FTX founder Sam Bankman-Fried has arrived in the US to face charges

FTX founder Sam Bankman-Fried has arrived in the US to face charges.

The 30-year-old disgraced cryptocurrency mogul landed back in home country to face accusations of carrying out “one of the biggest financial frauds in US history,” according to federal prosecutors.

The claims against him include his FTX investments to support his other business ventures and donating “tens of millions” of dodgy money to both the Democratic and Republican parties.

Sam - who has been living in the Bahamas - denies all allegations and could appear in court later on Thursday (22.12.22) after two of his former colleagues plead guilty to charges brought in connection to the failed fund that has left 50 of its biggest investors more than $3.1 billion worse off in total.

Gary Wang and Caroline Ellison - who with Sam jointly form Alameda Research - were both indicted for "roles in the frauds that contributed to FTX's collapse", according to Damian William, a attorney working for the Southern District of New York.
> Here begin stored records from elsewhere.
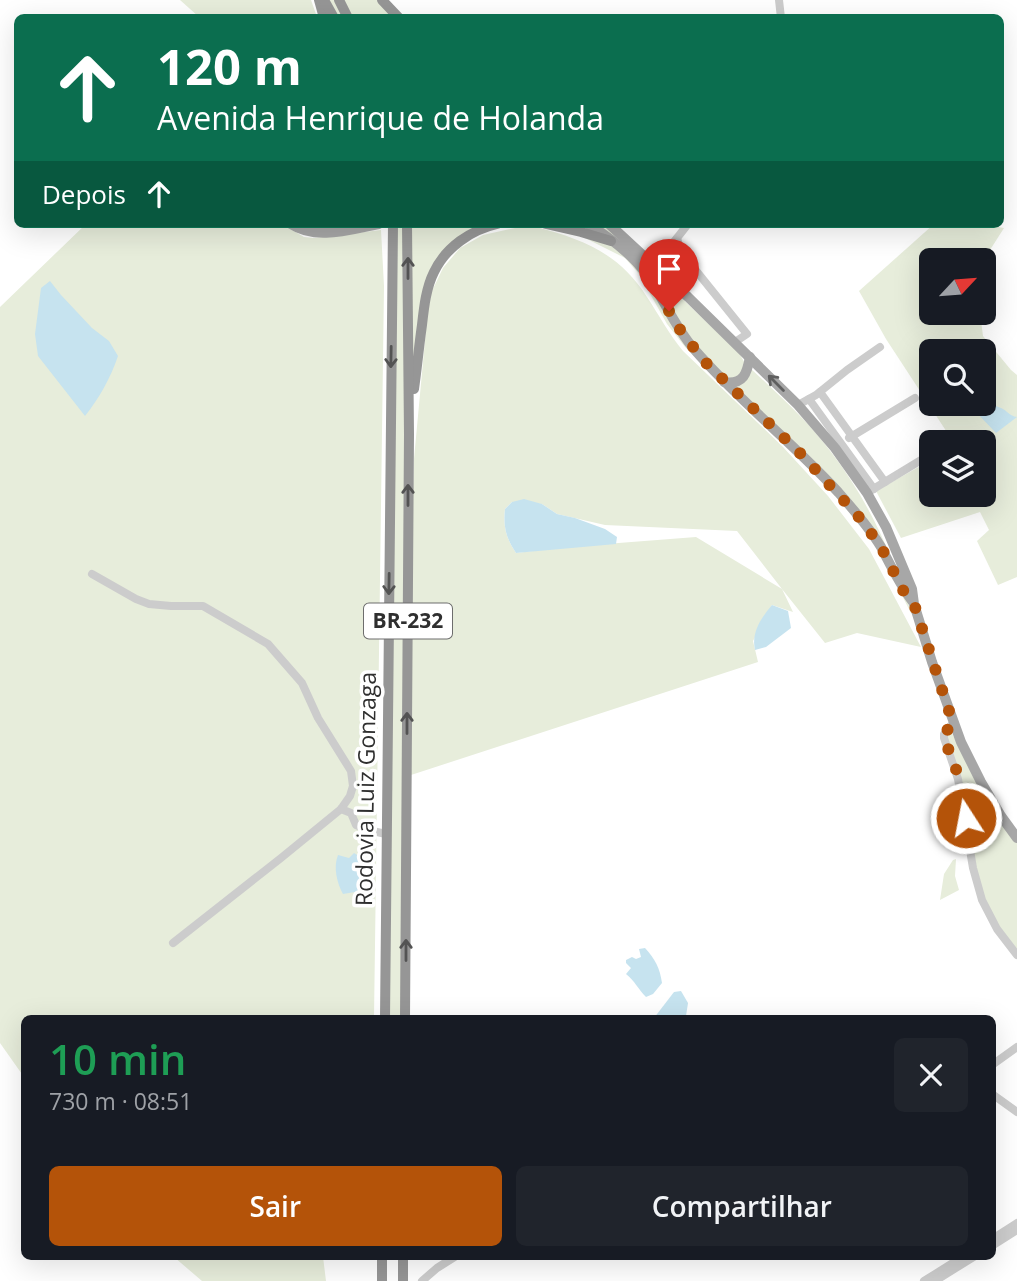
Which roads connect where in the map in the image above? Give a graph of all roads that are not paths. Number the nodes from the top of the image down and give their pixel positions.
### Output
1 (382, 0) edge
2 (395, 14) edge
3 (300, 228) edge
4 (354, 228) edge
5 (393, 228) edge
6 (407, 228) edge
7 (484, 228) edge
8 (564, 228) edge
9 (593, 228) edge
10 (613, 228) edge
11 (685, 228) edge
12 (677, 238) junction
13 (611, 241) junction
14 (654, 265) junction
15 (735, 342) junction
16 (880, 347) dead end
17 (750, 357) junction
18 (724, 382) junction
19 (820, 392) junction
20 (915, 398) dead end
21 (809, 399) junction
22 (798, 405) junction
23 (408, 434) junction
24 (852, 436) junction
25 (838, 445) junction
26 (919, 461) edge
27 (885, 482) junction
28 (871, 491) junction
29 (92, 574) dead end
30 (914, 604) junction
31 (953, 723) junction
32 (341, 809) junction
33 (386, 834) junction
34 (1017, 838) edge
35 (173, 943) dead end
36 (1017, 955) edge
37 (384, 1015) edge
38 (405, 1015) edge
39 (1017, 1046) edge
40 (996, 1062) edge
41 (996, 1097) edge
42 (1017, 1112) edge
43 (1017, 1223) edge
44 (1017, 1230) edge
45 (996, 1236) edge
46 (996, 1243) edge
47 (382, 1260) edge
48 (403, 1260) edge
49 (450, 1260) edge
50 (964, 1260) edge
51 (966, 1260) edge
52 (382, 1281) edge
53 (403, 1281) edge
54 (422, 1281) edge
55 (924, 1281) edge
56 (934, 1281) edge

1 - 2 highway
3 - 4 main road
5 -> 33 highway, Rodovia Luiz Gonzaga / BR-232
23 -> 6 highway, Rodovia Luiz Gonzaga / BR-232
7 - 23 highway
8 - 13 highway
9 - 13 main road
10 - 14 main road
11 - 12 street
12 - 14 street
12 - 15 street
13 - 18 main road
14 - 15 main road
15 - 17 main road
16 - 19 street
17 - 18 main road
22 -> 17 main road
18 - 30 main road
19 - 21 street
19 - 24 street
20 - 24 street
21 - 22 street
21 - 25 street
22 - 25 main road
38 -> 23 highway, Rodovia Luiz Gonzaga / BR-232
24 - 25 street
24 - 27 street
25 - 28 main road
26 - 27 street
27 - 28 street
28 - 30 main road
29 - 32 street
30 - 31 main road
31 - 34 main road
31 - 36 street
32 - 33 street
32 - 35 street
33 - 37 highway, Rodovia Luiz Gonzaga / BR-232
39 - 40 street
41 - 42 street
43 - 45 street
44 - 46 street
47 - 52 highway
48 - 53 highway
49 - 54 street
50 - 55 street
51 - 56 street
According to the statement, which was delivered via video, the duo were collaborating with him and the rest of his team.

Damian also revealed that Sam is “in FBI custody” as he travels back to the US.

He said: "Samuel Bankman-Fried is now in FBI custody and is on his way back to the United States. He will be transported directly to the Southern District of New York and he will appear in court before a judge in this district as soon as possible."

"If you participated in misconduct at FTX or Alameda, now is the time to get ahead of it. We are moving quickly and our patience is not eternal."

Last week, Sam was given fresh allegations of "orchestrating a scheme to defraud equity investors in FTX". the Securities and Exchange Commission said that he, the man dubbed ‘the King of Crypto’, had formed a “house of cards on a foundation of deception.”

Sanjay Wadhwa, the SEC’s deputy director said: "As alleged, Mr. Bankman-Fried, Ms. Ellison, and Mr. Wang were active participants in a scheme to conceal material information from FTX investors, including through the efforts of Mr. Bankman-Fried and Ms. Ellison to artificially prop up the value of FTX, which served as collateral for undisclosed loans that Alameda took out from FTX pursuant to its undisclosed, and virtually unlimited, line of credit."

"By surreptitiously siphoning FTX's customer funds onto the books of Alameda, defendants hid the very real risks that FTX's investors and customers faced."

The fund has filed for bankruptcy, making it impossible for investors to withdraw their funds.